Осерчал лорд Джон, велел священникам меня судить да ведьмой объявить, и на кресте сжечь. А суженый мне Бельтайном жив остался – на охоте был в день, когда лордовы рыцари деревню жгли. С дружками своими, такими же лучниками-охотниками, прямо в день казни, напал на крепость да и вызволил меня... Как сейчас помню – подносит палач к хворостинам, что у подножия креста сложили, факел... Подносит, да не доносит – стрела из лука вельшского, что длиной своей выше роста человеческого и потому стреляет далеко, в затылок ему впивается. А дальше – охранников, одного за другим, стрелы протыкают, и падают они, а суженый мой с дружками своими, все в зеленых плащах лесных охотников, из толпы вырываются, да ко мне бегут... Лорда Джона двумя стрелами через плащ горностаевый к трону его пригвоздили, однако ж убивать не стали, потому как не хотел любимый мой рук своих кровью дворянской пачкать, рыцарей против себя настраивать... И зря! Всё равно объявили его да дружков-охотников разбойниками, так что пришлось суженому моему со мной да дружками бежать... Во Франкию бежали мы с ним, и было нас он да я, да десять дружков его. По пути прибились к нам еще двадцать, вот те, самые что ни есть отчаянные разбойники, что торговый люд на больших трактах грабили. Эти от гнева Ричарда бежали, потому как охотились за ними шерифы
На глазах у монашки менялась прачка. Бледная кожа наливалась здоровой, матовой белизной, а грязь словно отшелушивалась от рук, покрытых до того струпьями и язвами. По щекам, сверкая, бежали слезы, смывая грязь, пока только неровными дорожками с лица, скрытого тьмой ночи да окруженного ореолом уже огнем сияющих рыжих волос. Голос же всё крепчал, продолжая рассказывать удивительную историю этой странной прачки:
«... А однажды ночью главарь тех разбойников тайно в комнату пришел, которую мы с суженым моим в таверне снимали. Жили-то мы в одной комнате, да только любить меня не смел он, знал, что только одна ночь в году нам дана, Бельтайнова, когда проклятье не коснется его. Потому и терпели оба, хотя страсть как любить хотели друг дружку. А этот в комнате прятался, дождался, когда уснули мы, суженого моего прирезал, а меня силой взял. Сказала я ему про проклятье, да только он не поверил – эти двадцать разбойников из англичан были, не из вельшцев наших.
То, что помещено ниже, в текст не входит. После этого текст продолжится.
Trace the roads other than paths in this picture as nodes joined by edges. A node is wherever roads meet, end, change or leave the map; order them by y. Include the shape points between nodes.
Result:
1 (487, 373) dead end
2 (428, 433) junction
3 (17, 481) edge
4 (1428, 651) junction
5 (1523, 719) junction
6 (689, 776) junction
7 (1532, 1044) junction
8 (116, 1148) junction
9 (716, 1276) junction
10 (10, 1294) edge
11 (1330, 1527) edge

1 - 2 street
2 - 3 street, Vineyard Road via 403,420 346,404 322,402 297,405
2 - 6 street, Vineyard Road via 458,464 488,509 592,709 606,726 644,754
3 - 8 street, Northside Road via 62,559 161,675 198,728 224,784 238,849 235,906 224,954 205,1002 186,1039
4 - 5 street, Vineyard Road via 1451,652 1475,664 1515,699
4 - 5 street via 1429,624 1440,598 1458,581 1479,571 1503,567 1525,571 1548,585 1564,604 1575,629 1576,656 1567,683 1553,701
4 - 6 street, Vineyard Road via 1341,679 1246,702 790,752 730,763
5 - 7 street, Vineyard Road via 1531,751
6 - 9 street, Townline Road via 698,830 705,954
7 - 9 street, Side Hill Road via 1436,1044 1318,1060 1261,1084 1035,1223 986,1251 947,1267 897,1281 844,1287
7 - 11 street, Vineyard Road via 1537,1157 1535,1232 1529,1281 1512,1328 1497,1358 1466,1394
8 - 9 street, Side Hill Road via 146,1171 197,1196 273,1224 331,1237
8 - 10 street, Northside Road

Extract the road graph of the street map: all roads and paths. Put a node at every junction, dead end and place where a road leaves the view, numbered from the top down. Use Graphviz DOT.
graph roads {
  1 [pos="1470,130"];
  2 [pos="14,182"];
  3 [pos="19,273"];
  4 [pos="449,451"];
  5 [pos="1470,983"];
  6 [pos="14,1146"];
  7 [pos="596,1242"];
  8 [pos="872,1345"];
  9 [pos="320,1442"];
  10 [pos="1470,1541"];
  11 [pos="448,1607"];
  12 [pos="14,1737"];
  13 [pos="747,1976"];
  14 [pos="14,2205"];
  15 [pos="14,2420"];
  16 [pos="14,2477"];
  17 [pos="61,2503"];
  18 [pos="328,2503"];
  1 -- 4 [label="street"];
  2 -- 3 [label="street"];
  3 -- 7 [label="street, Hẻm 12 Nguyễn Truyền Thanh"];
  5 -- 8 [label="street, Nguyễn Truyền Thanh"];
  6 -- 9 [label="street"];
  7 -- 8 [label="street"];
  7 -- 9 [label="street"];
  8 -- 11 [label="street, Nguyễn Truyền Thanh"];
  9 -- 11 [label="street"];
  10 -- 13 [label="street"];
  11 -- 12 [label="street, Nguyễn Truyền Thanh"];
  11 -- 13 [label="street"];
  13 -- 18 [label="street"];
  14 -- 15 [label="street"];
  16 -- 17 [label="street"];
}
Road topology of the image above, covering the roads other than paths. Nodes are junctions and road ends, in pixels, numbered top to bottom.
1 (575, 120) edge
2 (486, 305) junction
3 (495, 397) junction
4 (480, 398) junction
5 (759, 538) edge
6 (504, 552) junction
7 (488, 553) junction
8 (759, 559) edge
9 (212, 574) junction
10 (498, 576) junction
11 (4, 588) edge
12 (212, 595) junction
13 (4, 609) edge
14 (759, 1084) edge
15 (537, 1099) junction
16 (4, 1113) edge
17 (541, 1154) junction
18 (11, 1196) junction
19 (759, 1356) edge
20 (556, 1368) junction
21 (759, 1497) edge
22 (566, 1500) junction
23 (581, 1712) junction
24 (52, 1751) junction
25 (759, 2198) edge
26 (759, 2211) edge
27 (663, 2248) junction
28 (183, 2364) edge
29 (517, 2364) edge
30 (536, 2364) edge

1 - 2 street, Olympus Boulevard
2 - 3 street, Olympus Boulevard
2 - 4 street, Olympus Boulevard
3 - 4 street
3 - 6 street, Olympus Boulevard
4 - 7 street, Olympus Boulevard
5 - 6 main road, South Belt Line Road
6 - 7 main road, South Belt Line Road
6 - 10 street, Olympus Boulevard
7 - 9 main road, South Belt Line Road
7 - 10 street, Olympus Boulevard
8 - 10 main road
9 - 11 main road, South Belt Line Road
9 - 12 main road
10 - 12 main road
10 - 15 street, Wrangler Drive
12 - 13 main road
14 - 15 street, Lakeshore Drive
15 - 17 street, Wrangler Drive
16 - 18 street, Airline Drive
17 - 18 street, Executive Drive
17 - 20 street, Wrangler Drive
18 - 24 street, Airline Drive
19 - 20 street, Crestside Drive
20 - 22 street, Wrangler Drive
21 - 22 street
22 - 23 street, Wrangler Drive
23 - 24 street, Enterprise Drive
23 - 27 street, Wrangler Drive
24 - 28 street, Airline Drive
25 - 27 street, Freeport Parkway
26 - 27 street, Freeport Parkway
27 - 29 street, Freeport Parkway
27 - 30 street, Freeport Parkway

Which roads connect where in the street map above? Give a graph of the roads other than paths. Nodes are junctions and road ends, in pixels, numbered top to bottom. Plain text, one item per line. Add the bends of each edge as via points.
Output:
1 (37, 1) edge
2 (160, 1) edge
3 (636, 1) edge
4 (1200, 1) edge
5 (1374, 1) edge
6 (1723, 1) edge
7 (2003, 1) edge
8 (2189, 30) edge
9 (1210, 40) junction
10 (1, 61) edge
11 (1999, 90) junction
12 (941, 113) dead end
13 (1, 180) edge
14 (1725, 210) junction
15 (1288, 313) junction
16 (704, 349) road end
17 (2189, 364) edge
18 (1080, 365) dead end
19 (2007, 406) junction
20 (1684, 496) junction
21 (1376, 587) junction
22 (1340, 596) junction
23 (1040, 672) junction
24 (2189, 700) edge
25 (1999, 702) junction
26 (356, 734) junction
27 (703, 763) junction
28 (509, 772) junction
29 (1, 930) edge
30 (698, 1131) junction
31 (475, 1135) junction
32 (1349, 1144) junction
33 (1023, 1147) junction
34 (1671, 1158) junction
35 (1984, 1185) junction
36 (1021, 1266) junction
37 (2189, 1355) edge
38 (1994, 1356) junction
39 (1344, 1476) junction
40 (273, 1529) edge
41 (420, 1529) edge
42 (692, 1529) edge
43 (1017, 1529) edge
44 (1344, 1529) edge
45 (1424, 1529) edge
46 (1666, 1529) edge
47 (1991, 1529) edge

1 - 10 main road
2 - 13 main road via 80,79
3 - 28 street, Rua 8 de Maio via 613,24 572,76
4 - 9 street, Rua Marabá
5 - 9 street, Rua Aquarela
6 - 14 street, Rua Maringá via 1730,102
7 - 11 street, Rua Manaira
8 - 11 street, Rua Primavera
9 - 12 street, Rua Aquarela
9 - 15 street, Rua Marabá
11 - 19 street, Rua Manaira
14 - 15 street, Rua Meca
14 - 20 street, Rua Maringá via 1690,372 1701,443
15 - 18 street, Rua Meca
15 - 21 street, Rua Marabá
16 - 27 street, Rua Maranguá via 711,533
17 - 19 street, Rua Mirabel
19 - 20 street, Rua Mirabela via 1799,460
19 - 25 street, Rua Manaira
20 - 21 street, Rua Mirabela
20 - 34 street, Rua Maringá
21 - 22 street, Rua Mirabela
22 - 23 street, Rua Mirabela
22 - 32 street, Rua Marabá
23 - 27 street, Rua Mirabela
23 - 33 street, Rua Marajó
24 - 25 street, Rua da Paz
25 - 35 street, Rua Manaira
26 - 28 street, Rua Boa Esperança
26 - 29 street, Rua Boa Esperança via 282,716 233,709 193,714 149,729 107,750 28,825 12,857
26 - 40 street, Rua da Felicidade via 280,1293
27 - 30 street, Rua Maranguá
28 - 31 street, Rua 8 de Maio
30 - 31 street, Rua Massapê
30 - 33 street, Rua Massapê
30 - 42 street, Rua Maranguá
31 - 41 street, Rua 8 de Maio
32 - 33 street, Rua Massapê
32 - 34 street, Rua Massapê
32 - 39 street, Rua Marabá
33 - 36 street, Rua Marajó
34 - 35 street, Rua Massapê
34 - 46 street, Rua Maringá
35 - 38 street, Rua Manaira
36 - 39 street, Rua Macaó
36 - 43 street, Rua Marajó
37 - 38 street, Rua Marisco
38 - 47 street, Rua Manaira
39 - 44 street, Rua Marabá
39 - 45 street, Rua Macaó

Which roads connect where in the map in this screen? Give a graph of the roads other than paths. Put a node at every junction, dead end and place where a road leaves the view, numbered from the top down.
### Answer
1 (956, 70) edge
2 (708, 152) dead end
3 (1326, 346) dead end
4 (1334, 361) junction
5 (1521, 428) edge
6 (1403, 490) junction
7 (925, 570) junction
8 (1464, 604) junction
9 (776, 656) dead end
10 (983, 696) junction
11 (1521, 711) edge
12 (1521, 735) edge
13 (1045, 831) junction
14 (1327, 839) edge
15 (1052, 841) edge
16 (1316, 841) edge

Сначала не поверил, а как во второй раз меня взять захотел – так и не вышло ничего у него. Ох, и озлился он, вызвал своих разбойничков, что снаружи его дожидались, да велел им спящих дружков суженого моего разбудить и, мечи приставив, привести в комнату. Там приказал им меня по очереди похабить, а те отказались. Тогда связали они вельшцев да и сами
поочередно меня похабили. Не знаю, случилось чего, но только остальных проклятие это не коснулось, только того, кто первым меня взял. И тогда, когда кровь из меня потекла от насилий ихних, сила во мне черная проснулась, и сказала я, что прокляты они все, и не дойдет до Святой Земли ни один из них, но помрут в муках, и будет им казаться, что горят они в огне, прежде чем жизнь покинет их, но даже после смерти тела их в землю не лягут. За то же, что вельшцы мои даже под угрозою меня похабить отказались, будет им удача, и ждет их смерть честная, в бою, а до того запрещаю им руку поднимать на мучителей моих. Потому как недостойны они легкой смерти от железа честного. Англичане только посмеялись, и с тех пор так и повелось – шли мы в Землю Святую, и каждую ночь насиловали меня разбойнички, а вельшцы мои как бы в стороне от всего этого стояли. А я как будто каждую ночь от них силы брала, да и училась потихоньку силой своей управлять. Потому как женщина я, и хочется мне любви мужской не раз в году, по праздникам Бельтайн, но чаще, и на этих вот смертниках и училась... Они поначалу и не замечали, что хиреют после каждой ночи, а я... я силу в себе копила. Ждала, когда сказанное мной исполнится. Знала, уверена была – непременно будет это, и вот... Сегодня в воду все двадцать ушли, и последние тринадцать дней и ночей горели они огнем и жаром внутри тел своих... А вся сила, что была в них, теперь – моя!»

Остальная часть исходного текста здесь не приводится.